Volkspark Friedrichshain

Paul Sullivan enjoys one of Berlin’s finest, most memorial-studded parks…

Image by Paul Sullivan

Even by Berlin’s high standards, the Volkspark Friedrichshain stands out as one of the city’s special green spaces. Established a century and a half ago to commemorate the centennial of Frederick the Great’s accession to the throne, it gives good history, swathes of Liegewiese (sunbathing areas), an abundance of leisure opportunities and more than its fair share of interesting landmarks.

Casually straddling the boroughs of Prenzlauer Berg and Friedrichshain, and within walking distance from Mitte, the park takes up an audacious fifty-two hectares, making it the second largest park in Berlin after the sprawling Tiergarten. It was actually the park that gave the Friedrichshain district its name—the oldest parts were laid out in 1846-1848, a good seventy years before the district came into being, constructed on the space of a former vineyard.

One of its most distinctive features—and a good place to begin an exploration—is the westernmost corner, where Am Friedrichshain collides with Friedenstraße. From here, a pleasant, narrow lane leads to the park’s splendorous showpiece, the Märchenbrunnen, a neo-baroque fountain built at the turn of the twentieth Century.

Image by Paul Sullivan

The structure features 106 stone sculptures including a set of limestone figures inspired by Grimm’s fairy tales, created as a gift for lower class children threatened by typhoid fever and rickets. The fountain, though refurbished several years ago, is one of the few elements of the park that survived World War Two.

Thanks to the installation of anti-aircraft towers and bunkers in 1941 by the Nazis, the park was a prime target during the war. Afterwards, the rubble from the park and surrounding areas was collected together into two large hills, known today as the Große Bunkerberg (seventy-eight metres tall—the highest elevation point of all Berlin’s parks) and the Kleine Bunkerberg (forty-eight metres).

These hills look for all the world like natural features today and they’re popular with joggers who enjoy a bit of an incline, and people looking for a more private spot to have a barbecue or sunbathe.

Image by Paul Sullivan

By the end of the war the Volkspark was located in the Soviet Sector of the newly divided city. The GDR reconstructed the park, but many earlier elements remain, the most striking being the city’s first public hospital. The Krankenhaus am Friedrichshain was built between 1868-1874 and takes up a vast area of the park. It still functions today and in fact gained a new building in 2002, complete with elegant brick façade to blend with the original structure.

Keep strolling the leafy pathways and you’ll encounter monuments and memorials galore. Next to the hospital is a garden of remembrance for the people killed during the 1848 German revolutions; a nearby cemetery hosts the graves of 183 revolutionaries shot by the Prussian military.
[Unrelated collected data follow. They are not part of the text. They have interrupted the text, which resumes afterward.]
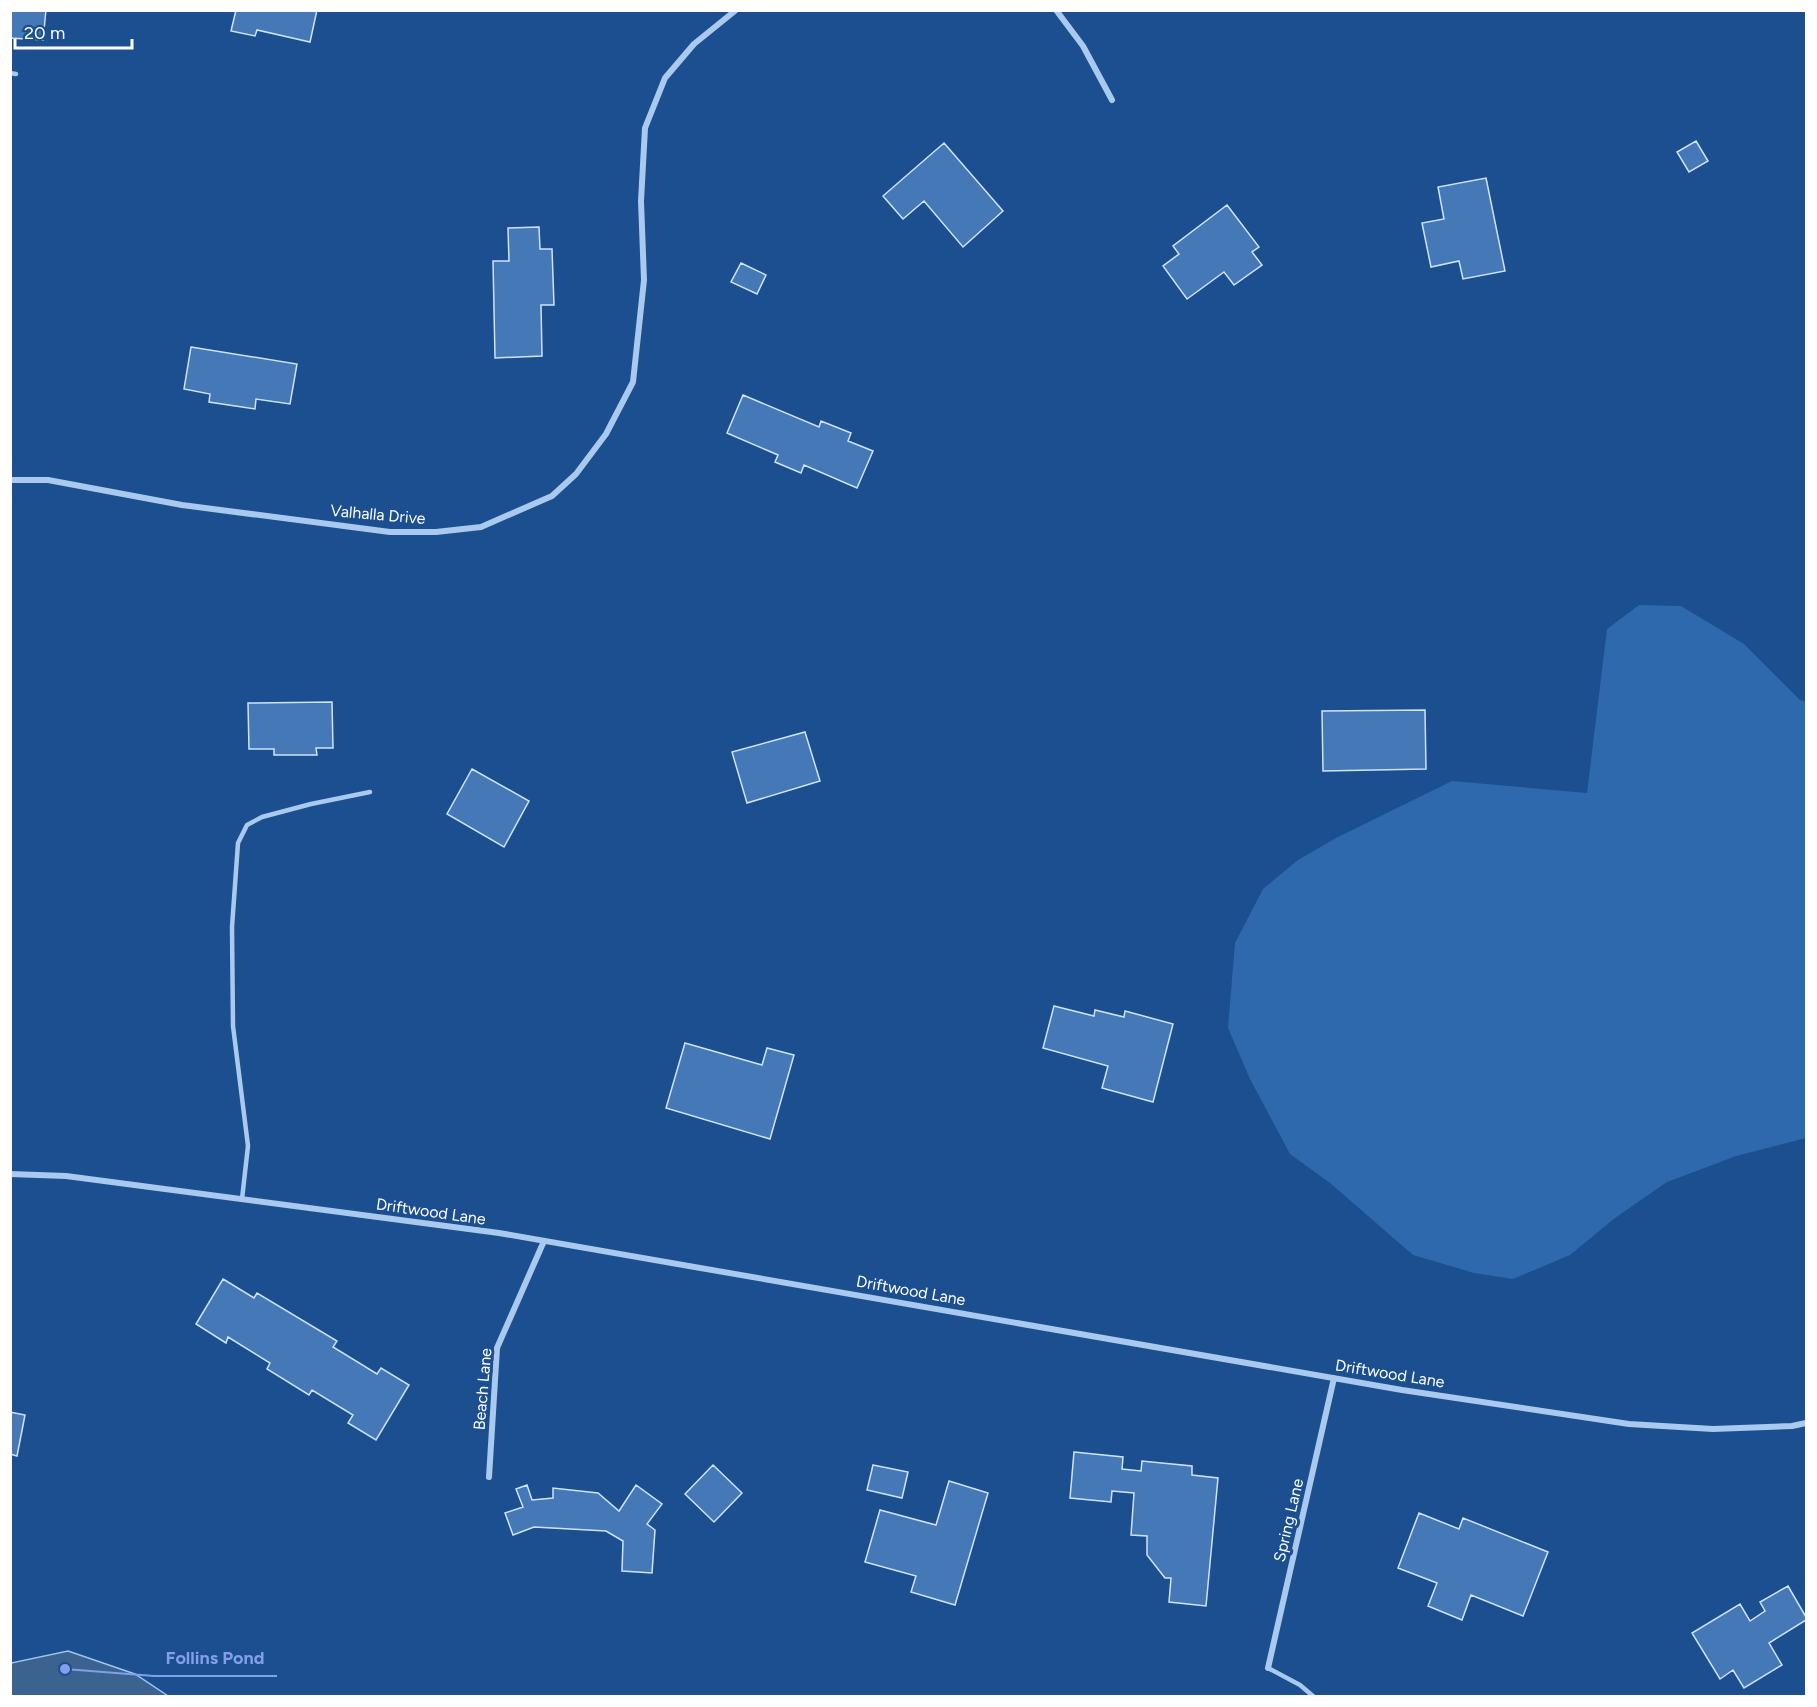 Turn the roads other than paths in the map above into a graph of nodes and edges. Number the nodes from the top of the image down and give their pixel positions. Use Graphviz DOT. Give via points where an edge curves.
graph roads {
  1 [pos="736,10"];
  2 [pos="1056,10"];
  3 [pos="1112,100"];
  4 [pos="10,480"];
  5 [pos="370,792"];
  6 [pos="10,1174"];
  7 [pos="242,1199"];
  8 [pos="544,1241"];
  9 [pos="1334,1378"];
  10 [pos="1806,1423"];
  11 [pos="489,1477"];
  12 [pos="1268,1668"];
  13 [pos="1313,1696"];
  1 -- 4 [label="street, Valhalla Drive" via="694,44 665,78 645,128 641,201 644,280 633,382 606,434 576,474 552,496 481,526 436,532 390,532 182,505 48,480"];
  2 -- 3 [label="street" via="1083,46"];
  5 -- 7 [label="lane" via="262,817 247,825 238,843 232,927 233,1026 248,1146"];
  6 -- 7 [label="street, Driftwood Lane" via="66,1176"];
  7 -- 8 [label="street, Driftwood Lane"];
  8 -- 9 [label="street, Driftwood Lane"];
  8 -- 11 [label="street, Beach Lane" via="497,1348"];
  9 -- 10 [label="street, Driftwood Lane" via="1629,1424 1713,1429"];
  9 -- 12 [label="street, Spring Lane"];
  12 -- 13 [label="lane" via="1300,1684"];
}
You’ll find memorials to Frederick the Great; to the German volunteers who died during the Spanish Civil War; to the 1918 Red Sailors’ Revolution; and to the Polish Soldiers and German Anti-Fascist groups of World War Two. A Japanese Pavilion, introduced in 1989, features a Peace Bell given to East Berlin from Japan as an anti nuclear war statement.

Image by Paul Sullivan

The Karl Friedrich Friesen swimming stadium built here during the GDR era has now gone—replaced during the 1995-2004 overhaul with a 4,000 square metre sports and leisure complex that boasts a three metre high climbing rock, skateboarding area with half-pipes, bike riding area and beach volleyball.
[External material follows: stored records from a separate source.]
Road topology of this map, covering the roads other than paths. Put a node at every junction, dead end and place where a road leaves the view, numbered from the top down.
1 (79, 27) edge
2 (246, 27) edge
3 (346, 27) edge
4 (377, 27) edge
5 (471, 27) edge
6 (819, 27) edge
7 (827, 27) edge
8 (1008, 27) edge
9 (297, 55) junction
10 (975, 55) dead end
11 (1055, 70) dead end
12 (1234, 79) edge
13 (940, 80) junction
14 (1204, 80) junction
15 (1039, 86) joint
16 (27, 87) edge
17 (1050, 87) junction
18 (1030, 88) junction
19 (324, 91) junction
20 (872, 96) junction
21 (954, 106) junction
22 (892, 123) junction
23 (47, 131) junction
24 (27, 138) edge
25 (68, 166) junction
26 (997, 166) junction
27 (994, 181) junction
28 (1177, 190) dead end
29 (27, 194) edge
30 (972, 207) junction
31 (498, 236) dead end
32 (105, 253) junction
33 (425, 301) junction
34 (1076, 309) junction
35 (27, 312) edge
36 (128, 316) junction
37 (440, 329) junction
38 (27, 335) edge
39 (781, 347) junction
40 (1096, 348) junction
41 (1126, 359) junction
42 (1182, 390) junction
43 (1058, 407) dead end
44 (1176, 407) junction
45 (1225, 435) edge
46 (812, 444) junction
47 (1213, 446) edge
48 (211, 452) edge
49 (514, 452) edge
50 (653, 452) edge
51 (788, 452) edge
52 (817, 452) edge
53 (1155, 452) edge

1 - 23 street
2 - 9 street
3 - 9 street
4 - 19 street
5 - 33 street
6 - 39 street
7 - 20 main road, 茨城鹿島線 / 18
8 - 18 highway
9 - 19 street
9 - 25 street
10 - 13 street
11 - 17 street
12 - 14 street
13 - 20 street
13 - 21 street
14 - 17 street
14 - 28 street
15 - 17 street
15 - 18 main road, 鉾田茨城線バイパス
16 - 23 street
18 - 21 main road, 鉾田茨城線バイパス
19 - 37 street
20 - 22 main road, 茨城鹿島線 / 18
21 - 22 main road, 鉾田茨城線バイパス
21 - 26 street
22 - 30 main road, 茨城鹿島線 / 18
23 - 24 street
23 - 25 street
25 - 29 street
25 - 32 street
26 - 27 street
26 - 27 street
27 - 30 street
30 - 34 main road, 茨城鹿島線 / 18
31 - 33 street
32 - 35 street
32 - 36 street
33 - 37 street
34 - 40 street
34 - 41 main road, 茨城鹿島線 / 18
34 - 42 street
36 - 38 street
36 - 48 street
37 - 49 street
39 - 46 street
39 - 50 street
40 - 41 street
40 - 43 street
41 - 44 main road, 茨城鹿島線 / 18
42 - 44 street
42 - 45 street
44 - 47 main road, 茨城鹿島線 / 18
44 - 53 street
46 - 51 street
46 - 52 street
Further west you’ll also find three tennis courts, which lie close to the park’s main meeting hub, the Café Schönbrunn. Housed in a former GDR pavilion and located on an embankment above the pleasant Schwanenteich (swan pond), Schönbrunn is a great place to grab a Bratwurst from the outside grill, an ice cream from the kiosk or a proper meal at the stylishly retro indoor restaurant, whose menu is based entirely on organic products.

Even night owls can enjoy the park. Not only is it open twenty-four hours, but between July and September you can attend the Open Air Cinema, which hosts a range of films from classics, specials and box office hits.